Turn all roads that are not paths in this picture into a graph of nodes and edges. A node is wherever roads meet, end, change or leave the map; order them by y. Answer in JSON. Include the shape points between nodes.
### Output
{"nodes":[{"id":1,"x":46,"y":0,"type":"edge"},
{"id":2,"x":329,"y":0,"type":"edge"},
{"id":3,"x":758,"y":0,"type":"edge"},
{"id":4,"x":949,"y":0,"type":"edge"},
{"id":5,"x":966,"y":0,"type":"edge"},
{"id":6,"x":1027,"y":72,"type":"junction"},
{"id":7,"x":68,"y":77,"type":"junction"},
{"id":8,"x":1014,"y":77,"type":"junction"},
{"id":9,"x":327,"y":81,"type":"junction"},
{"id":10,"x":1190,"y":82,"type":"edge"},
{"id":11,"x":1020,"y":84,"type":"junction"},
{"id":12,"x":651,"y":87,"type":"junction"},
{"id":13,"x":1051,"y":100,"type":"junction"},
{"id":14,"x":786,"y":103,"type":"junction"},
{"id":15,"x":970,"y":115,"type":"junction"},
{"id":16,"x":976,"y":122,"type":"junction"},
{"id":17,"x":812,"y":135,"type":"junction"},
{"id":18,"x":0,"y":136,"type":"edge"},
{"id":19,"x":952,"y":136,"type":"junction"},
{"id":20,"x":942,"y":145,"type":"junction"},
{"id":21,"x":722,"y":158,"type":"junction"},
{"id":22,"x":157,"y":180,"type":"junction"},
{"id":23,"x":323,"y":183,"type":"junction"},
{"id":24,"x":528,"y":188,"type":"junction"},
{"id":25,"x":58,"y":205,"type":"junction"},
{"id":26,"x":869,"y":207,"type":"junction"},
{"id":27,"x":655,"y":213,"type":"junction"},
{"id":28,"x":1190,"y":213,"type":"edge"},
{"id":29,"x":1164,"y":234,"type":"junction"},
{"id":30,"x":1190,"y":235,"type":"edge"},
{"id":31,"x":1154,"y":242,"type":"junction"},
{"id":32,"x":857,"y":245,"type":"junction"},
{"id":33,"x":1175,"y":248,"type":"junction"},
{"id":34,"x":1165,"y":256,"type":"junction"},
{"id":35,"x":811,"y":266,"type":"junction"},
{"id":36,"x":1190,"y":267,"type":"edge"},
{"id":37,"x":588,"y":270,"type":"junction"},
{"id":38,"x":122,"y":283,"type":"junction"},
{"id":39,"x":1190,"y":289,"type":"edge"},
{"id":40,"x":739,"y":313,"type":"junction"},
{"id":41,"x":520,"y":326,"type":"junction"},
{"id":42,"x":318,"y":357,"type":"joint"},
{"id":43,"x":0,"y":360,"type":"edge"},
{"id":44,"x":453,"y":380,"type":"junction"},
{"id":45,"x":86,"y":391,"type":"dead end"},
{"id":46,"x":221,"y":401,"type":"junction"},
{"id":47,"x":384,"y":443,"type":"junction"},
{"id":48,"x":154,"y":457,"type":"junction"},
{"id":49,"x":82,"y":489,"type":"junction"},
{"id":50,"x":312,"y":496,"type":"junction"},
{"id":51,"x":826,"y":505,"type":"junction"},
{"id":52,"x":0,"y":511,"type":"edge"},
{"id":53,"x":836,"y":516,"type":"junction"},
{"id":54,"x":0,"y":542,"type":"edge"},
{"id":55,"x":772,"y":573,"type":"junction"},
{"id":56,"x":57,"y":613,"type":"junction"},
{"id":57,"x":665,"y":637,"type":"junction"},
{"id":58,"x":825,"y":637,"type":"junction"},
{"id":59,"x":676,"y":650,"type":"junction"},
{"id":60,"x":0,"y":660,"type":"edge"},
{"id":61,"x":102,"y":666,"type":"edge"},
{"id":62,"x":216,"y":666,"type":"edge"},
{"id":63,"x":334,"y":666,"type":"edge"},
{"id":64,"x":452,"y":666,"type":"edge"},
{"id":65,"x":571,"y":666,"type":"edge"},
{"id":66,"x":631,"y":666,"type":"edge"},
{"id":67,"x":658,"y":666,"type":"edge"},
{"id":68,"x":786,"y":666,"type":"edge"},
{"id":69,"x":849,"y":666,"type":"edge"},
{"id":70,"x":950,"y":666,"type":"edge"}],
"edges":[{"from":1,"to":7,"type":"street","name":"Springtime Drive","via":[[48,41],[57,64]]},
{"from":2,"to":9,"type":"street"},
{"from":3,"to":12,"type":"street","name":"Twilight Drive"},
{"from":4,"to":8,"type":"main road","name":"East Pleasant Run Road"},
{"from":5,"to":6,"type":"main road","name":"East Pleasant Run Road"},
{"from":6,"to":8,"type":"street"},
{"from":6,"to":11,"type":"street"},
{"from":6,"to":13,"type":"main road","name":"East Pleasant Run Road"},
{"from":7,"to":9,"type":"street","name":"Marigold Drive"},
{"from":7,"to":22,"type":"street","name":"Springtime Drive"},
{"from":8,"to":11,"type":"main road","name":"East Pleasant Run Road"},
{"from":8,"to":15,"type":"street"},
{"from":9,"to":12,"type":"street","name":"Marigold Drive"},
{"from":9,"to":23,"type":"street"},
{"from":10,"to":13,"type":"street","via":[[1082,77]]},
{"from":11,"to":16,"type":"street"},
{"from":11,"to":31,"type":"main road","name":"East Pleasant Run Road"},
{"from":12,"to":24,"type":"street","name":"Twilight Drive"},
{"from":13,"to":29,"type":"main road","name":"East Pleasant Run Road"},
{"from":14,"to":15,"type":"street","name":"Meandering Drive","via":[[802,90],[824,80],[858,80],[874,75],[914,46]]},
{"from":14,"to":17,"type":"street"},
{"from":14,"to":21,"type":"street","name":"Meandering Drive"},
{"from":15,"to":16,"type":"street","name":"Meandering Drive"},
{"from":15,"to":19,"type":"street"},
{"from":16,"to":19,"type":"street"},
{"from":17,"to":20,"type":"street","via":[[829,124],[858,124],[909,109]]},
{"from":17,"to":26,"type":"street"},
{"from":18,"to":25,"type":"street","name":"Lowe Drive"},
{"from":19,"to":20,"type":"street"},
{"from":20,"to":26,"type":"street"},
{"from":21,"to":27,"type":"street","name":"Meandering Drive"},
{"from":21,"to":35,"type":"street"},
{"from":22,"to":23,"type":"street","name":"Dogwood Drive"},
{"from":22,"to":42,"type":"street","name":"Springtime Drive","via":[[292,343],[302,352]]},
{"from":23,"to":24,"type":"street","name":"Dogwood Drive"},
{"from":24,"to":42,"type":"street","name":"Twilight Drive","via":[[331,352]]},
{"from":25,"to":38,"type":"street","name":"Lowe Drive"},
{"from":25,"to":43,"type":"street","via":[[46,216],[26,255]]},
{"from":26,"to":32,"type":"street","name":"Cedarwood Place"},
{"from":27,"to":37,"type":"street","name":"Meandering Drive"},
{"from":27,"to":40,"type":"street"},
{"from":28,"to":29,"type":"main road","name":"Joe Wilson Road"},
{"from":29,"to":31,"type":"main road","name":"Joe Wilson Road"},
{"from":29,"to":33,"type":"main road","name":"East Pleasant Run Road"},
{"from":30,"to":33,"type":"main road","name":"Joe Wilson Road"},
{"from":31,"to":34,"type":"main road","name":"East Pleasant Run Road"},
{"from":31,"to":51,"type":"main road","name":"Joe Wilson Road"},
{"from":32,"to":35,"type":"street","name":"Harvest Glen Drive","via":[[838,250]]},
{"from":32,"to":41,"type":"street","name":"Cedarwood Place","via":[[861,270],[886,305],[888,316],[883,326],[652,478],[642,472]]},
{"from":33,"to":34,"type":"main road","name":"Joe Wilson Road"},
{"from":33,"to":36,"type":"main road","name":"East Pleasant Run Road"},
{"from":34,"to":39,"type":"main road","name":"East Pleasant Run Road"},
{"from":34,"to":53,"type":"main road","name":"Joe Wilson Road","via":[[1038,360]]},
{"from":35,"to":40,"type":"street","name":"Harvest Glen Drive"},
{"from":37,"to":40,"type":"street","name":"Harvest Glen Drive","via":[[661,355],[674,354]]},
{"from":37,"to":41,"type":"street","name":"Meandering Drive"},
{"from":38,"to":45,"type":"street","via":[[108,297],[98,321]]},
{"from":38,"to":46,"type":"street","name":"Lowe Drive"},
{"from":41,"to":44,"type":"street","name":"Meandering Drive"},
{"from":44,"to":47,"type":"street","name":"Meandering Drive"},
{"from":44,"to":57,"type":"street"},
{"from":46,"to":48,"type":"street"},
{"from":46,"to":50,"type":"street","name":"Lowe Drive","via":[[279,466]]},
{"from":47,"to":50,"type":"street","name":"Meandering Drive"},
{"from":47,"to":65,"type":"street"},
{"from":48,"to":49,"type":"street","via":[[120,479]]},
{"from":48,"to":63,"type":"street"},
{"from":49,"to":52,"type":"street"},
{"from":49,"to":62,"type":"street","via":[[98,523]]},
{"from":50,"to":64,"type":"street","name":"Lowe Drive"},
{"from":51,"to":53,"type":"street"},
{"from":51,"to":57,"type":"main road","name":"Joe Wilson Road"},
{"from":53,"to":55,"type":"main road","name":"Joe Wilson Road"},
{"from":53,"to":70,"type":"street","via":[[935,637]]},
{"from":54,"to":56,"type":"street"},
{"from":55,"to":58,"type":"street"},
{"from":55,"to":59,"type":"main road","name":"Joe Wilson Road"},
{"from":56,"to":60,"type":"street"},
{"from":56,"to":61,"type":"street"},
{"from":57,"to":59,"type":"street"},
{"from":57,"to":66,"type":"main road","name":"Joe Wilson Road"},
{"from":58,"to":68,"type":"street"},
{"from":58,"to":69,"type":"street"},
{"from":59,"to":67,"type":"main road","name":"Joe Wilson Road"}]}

-- -- --

Whenever a line of the entries contains the string "Place", copy that line.

{"from":26,"to":32,"type":"street","name":"Cedarwood Place"},
{"from":32,"to":41,"type":"street","name":"Cedarwood Place","via":[[861,270],[886,305],[888,316],[883,326],[652,478],[642,472]]},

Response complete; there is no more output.